Collected data
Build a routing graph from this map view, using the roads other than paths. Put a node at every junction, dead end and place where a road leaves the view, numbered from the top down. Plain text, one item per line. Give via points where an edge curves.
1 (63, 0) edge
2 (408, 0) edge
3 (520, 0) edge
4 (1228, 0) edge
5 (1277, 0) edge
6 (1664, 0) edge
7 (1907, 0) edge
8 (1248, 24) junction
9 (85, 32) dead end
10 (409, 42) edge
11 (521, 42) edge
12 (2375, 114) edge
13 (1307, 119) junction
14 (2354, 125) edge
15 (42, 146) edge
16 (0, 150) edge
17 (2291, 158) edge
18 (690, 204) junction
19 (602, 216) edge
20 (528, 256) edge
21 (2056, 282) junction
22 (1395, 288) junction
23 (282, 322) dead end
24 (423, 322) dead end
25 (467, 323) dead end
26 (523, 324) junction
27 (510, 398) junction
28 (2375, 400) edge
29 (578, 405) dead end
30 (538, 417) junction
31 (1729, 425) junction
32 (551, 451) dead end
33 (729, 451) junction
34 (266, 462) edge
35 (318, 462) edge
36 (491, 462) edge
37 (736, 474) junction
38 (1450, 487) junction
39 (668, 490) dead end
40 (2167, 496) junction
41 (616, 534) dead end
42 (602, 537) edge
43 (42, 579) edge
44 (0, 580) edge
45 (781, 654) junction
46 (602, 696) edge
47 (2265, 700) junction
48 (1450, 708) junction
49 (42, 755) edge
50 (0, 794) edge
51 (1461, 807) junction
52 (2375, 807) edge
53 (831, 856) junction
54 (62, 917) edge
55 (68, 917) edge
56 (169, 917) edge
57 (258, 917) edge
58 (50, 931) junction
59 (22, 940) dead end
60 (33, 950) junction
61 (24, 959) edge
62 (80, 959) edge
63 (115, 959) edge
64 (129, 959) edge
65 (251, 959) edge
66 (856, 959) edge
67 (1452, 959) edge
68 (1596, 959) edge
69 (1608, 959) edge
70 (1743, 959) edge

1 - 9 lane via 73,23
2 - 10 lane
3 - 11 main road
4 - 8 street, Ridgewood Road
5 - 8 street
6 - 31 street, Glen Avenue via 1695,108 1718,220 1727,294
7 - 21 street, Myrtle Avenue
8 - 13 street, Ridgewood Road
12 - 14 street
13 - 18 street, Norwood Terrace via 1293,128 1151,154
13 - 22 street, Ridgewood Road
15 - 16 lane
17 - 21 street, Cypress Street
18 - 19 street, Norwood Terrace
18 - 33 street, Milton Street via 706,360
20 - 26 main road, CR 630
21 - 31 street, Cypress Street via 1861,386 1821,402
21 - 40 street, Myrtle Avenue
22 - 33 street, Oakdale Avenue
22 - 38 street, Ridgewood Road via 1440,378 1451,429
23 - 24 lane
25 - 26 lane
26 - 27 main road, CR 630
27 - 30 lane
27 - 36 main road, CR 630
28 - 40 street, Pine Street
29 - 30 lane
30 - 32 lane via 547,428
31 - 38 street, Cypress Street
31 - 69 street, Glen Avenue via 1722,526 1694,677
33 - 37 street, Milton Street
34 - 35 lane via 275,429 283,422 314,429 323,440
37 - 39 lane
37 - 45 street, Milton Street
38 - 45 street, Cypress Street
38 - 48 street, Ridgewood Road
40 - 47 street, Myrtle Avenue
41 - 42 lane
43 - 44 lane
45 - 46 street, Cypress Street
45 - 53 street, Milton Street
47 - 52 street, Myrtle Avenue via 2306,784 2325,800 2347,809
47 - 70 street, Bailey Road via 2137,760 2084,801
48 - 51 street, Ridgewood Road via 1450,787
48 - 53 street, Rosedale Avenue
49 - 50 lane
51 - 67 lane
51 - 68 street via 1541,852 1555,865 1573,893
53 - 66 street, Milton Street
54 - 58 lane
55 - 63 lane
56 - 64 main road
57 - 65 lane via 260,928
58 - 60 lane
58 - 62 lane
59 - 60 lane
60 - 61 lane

==

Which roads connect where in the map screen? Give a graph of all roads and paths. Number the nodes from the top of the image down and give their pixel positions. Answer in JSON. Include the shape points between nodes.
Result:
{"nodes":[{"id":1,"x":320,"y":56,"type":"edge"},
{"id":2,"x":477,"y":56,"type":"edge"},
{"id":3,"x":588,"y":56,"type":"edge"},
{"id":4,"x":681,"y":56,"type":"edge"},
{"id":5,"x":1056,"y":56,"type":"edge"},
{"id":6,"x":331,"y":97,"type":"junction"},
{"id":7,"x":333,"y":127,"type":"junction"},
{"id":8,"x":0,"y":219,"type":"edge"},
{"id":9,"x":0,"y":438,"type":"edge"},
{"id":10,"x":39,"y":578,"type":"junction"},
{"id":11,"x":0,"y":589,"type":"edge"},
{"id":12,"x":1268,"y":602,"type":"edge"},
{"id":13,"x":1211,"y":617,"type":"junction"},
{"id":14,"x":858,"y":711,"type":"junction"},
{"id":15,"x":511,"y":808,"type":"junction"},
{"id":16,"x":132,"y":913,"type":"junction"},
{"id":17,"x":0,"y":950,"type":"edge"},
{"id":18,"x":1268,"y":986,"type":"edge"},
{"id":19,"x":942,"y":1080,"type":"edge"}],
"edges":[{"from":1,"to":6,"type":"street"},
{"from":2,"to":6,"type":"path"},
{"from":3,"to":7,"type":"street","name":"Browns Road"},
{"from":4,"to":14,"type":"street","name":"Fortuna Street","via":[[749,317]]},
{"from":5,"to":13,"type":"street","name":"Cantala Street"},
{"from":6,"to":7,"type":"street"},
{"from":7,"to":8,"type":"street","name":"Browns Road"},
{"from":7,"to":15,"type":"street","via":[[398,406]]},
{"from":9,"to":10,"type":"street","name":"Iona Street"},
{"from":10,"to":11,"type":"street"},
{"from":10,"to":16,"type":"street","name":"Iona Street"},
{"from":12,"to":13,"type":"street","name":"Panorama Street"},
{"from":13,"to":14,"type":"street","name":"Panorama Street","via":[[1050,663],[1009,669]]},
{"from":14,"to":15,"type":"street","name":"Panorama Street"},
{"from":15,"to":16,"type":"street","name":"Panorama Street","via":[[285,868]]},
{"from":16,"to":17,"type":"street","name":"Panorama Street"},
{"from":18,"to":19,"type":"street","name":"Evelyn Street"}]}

▶ [PROBLEM STATEMENT] Select and copy each line from the data that includes the word "Cypress".

▶ [RESPONSE TO THE TASK]
17 - 21 street, Cypress Street
21 - 31 street, Cypress Street via 1861,386 1821,402
31 - 38 street, Cypress Street
38 - 45 street, Cypress Street
45 - 46 street, Cypress Street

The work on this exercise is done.